▶ [EXERCISE DIRECTIONS]: Would you repeat the entries beneath, with nothing changed?

[DATA RECORDS Boundary: Start]

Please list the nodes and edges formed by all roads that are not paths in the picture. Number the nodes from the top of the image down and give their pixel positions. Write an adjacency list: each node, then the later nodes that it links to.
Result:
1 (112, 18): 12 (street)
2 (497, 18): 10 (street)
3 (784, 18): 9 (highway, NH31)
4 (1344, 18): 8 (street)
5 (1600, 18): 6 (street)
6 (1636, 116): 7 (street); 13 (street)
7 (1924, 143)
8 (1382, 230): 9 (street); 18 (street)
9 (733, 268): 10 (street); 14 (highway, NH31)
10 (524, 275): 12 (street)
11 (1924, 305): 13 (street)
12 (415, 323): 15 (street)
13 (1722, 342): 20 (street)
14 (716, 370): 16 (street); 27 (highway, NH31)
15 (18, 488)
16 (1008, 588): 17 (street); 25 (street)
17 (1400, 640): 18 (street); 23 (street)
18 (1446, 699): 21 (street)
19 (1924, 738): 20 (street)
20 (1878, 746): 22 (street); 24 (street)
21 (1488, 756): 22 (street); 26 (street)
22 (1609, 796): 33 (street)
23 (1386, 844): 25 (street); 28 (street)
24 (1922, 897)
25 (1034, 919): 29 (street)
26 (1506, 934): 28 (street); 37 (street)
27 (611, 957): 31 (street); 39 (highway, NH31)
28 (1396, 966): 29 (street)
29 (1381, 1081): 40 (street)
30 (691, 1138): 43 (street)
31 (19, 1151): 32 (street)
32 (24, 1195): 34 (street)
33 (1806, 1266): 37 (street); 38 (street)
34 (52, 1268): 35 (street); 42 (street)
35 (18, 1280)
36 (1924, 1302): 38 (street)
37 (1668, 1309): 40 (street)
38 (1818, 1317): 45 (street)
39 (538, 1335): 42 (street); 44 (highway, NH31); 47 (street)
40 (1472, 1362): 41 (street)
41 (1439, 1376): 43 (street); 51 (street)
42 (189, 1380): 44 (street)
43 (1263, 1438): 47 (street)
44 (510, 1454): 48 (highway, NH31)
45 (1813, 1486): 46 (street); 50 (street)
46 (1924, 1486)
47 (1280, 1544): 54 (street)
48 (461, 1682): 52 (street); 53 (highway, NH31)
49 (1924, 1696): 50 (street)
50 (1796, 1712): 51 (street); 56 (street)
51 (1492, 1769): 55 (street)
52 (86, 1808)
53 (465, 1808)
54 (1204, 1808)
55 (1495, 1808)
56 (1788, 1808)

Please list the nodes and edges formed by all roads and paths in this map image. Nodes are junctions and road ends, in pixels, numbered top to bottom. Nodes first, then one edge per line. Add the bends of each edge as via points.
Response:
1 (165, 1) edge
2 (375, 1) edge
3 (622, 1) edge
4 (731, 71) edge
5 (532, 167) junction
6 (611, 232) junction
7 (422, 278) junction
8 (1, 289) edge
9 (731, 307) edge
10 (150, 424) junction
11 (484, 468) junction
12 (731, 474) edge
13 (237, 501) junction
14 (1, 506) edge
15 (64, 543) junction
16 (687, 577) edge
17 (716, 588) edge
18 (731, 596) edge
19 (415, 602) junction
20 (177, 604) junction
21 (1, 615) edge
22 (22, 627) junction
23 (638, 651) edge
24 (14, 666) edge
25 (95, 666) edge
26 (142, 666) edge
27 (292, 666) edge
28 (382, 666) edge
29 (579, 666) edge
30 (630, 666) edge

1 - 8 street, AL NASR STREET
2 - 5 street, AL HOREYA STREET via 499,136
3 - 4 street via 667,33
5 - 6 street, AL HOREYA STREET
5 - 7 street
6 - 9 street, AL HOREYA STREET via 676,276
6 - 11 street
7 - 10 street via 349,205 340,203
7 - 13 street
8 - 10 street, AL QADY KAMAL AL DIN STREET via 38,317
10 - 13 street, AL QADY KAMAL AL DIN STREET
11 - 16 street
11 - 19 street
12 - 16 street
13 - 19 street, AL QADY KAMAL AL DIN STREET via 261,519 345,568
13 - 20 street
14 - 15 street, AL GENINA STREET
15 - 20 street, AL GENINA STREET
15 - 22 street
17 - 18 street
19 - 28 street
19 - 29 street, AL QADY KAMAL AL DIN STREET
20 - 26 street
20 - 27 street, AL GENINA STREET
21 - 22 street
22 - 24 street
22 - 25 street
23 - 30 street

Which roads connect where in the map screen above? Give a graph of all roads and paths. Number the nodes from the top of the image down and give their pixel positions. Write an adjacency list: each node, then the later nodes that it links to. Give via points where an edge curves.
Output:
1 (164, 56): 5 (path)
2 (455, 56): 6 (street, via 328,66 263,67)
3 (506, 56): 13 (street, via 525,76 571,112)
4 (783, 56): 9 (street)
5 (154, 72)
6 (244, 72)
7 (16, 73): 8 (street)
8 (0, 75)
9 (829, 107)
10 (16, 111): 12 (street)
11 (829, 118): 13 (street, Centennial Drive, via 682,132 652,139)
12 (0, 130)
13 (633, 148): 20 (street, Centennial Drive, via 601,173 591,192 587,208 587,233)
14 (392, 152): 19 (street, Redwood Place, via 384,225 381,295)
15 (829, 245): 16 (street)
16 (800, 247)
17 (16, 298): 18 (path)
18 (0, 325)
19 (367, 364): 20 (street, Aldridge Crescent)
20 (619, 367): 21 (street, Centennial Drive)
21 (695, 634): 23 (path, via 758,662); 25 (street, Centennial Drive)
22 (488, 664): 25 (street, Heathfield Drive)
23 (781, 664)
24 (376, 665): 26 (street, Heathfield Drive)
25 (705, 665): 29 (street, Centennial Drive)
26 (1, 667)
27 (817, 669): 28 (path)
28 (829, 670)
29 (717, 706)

[DATA RECORDS Boundary: End]

▶ [TASK OUTPUT]:
Please list the nodes and edges formed by all roads that are not paths in the picture. Number the nodes from the top of the image down and give their pixel positions. Write an adjacency list: each node, then the later nodes that it links to.
Result:
1 (112, 18): 12 (street)
2 (497, 18): 10 (street)
3 (784, 18): 9 (highway, NH31)
4 (1344, 18): 8 (street)
5 (1600, 18): 6 (street)
6 (1636, 116): 7 (street); 13 (street)
7 (1924, 143)
8 (1382, 230): 9 (street); 18 (street)
9 (733, 268): 10 (street); 14 (highway, NH31)
10 (524, 275): 12 (street)
11 (1924, 305): 13 (street)
12 (415, 323): 15 (street)
13 (1722, 342): 20 (street)
14 (716, 370): 16 (street); 27 (highway, NH31)
15 (18, 488)
16 (1008, 588): 17 (street); 25 (street)
17 (1400, 640): 18 (street); 23 (street)
18 (1446, 699): 21 (street)
19 (1924, 738): 20 (street)
20 (1878, 746): 22 (street); 24 (street)
21 (1488, 756): 22 (street); 26 (street)
22 (1609, 796): 33 (street)
23 (1386, 844): 25 (street); 28 (street)
24 (1922, 897)
25 (1034, 919): 29 (street)
26 (1506, 934): 28 (street); 37 (street)
27 (611, 957): 31 (street); 39 (highway, NH31)
28 (1396, 966): 29 (street)
29 (1381, 1081): 40 (street)
30 (691, 1138): 43 (street)
31 (19, 1151): 32 (street)
32 (24, 1195): 34 (street)
33 (1806, 1266): 37 (street); 38 (street)
34 (52, 1268): 35 (street); 42 (street)
35 (18, 1280)
36 (1924, 1302): 38 (street)
37 (1668, 1309): 40 (street)
38 (1818, 1317): 45 (street)
39 (538, 1335): 42 (street); 44 (highway, NH31); 47 (street)
40 (1472, 1362): 41 (street)
41 (1439, 1376): 43 (street); 51 (street)
42 (189, 1380): 44 (street)
43 (1263, 1438): 47 (street)
44 (510, 1454): 48 (highway, NH31)
45 (1813, 1486): 46 (street); 50 (street)
46 (1924, 1486)
47 (1280, 1544): 54 (street)
48 (461, 1682): 52 (street); 53 (highway, NH31)
49 (1924, 1696): 50 (street)
50 (1796, 1712): 51 (street); 56 (street)
51 (1492, 1769): 55 (street)
52 (86, 1808)
53 (465, 1808)
54 (1204, 1808)
55 (1495, 1808)
56 (1788, 1808)

Please list the nodes and edges formed by all roads and paths in this map image. Nodes are junctions and road ends, in pixels, numbered top to bottom. Nodes first, then one edge per line. Add the bends of each edge as via points.
Response:
1 (165, 1) edge
2 (375, 1) edge
3 (622, 1) edge
4 (731, 71) edge
5 (532, 167) junction
6 (611, 232) junction
7 (422, 278) junction
8 (1, 289) edge
9 (731, 307) edge
10 (150, 424) junction
11 (484, 468) junction
12 (731, 474) edge
13 (237, 501) junction
14 (1, 506) edge
15 (64, 543) junction
16 (687, 577) edge
17 (716, 588) edge
18 (731, 596) edge
19 (415, 602) junction
20 (177, 604) junction
21 (1, 615) edge
22 (22, 627) junction
23 (638, 651) edge
24 (14, 666) edge
25 (95, 666) edge
26 (142, 666) edge
27 (292, 666) edge
28 (382, 666) edge
29 (579, 666) edge
30 (630, 666) edge

1 - 8 street, AL NASR STREET
2 - 5 street, AL HOREYA STREET via 499,136
3 - 4 street via 667,33
5 - 6 street, AL HOREYA STREET
5 - 7 street
6 - 9 street, AL HOREYA STREET via 676,276
6 - 11 street
7 - 10 street via 349,205 340,203
7 - 13 street
8 - 10 street, AL QADY KAMAL AL DIN STREET via 38,317
10 - 13 street, AL QADY KAMAL AL DIN STREET
11 - 16 street
11 - 19 street
12 - 16 street
13 - 19 street, AL QADY KAMAL AL DIN STREET via 261,519 345,568
13 - 20 street
14 - 15 street, AL GENINA STREET
15 - 20 street, AL GENINA STREET
15 - 22 street
17 - 18 street
19 - 28 street
19 - 29 street, AL QADY KAMAL AL DIN STREET
20 - 26 street
20 - 27 street, AL GENINA STREET
21 - 22 street
22 - 24 street
22 - 25 street
23 - 30 street

Which roads connect where in the map screen above? Give a graph of all roads and paths. Number the nodes from the top of the image down and give their pixel positions. Write an adjacency list: each node, then the later nodes that it links to. Give via points where an edge curves.
Output:
1 (164, 56): 5 (path)
2 (455, 56): 6 (street, via 328,66 263,67)
3 (506, 56): 13 (street, via 525,76 571,112)
4 (783, 56): 9 (street)
5 (154, 72)
6 (244, 72)
7 (16, 73): 8 (street)
8 (0, 75)
9 (829, 107)
10 (16, 111): 12 (street)
11 (829, 118): 13 (street, Centennial Drive, via 682,132 652,139)
12 (0, 130)
13 (633, 148): 20 (street, Centennial Drive, via 601,173 591,192 587,208 587,233)
14 (392, 152): 19 (street, Redwood Place, via 384,225 381,295)
15 (829, 245): 16 (street)
16 (800, 247)
17 (16, 298): 18 (path)
18 (0, 325)
19 (367, 364): 20 (street, Aldridge Crescent)
20 (619, 367): 21 (street, Centennial Drive)
21 (695, 634): 23 (path, via 758,662); 25 (street, Centennial Drive)
22 (488, 664): 25 (street, Heathfield Drive)
23 (781, 664)
24 (376, 665): 26 (street, Heathfield Drive)
25 (705, 665): 29 (street, Centennial Drive)
26 (1, 667)
27 (817, 669): 28 (path)
28 (829, 670)
29 (717, 706)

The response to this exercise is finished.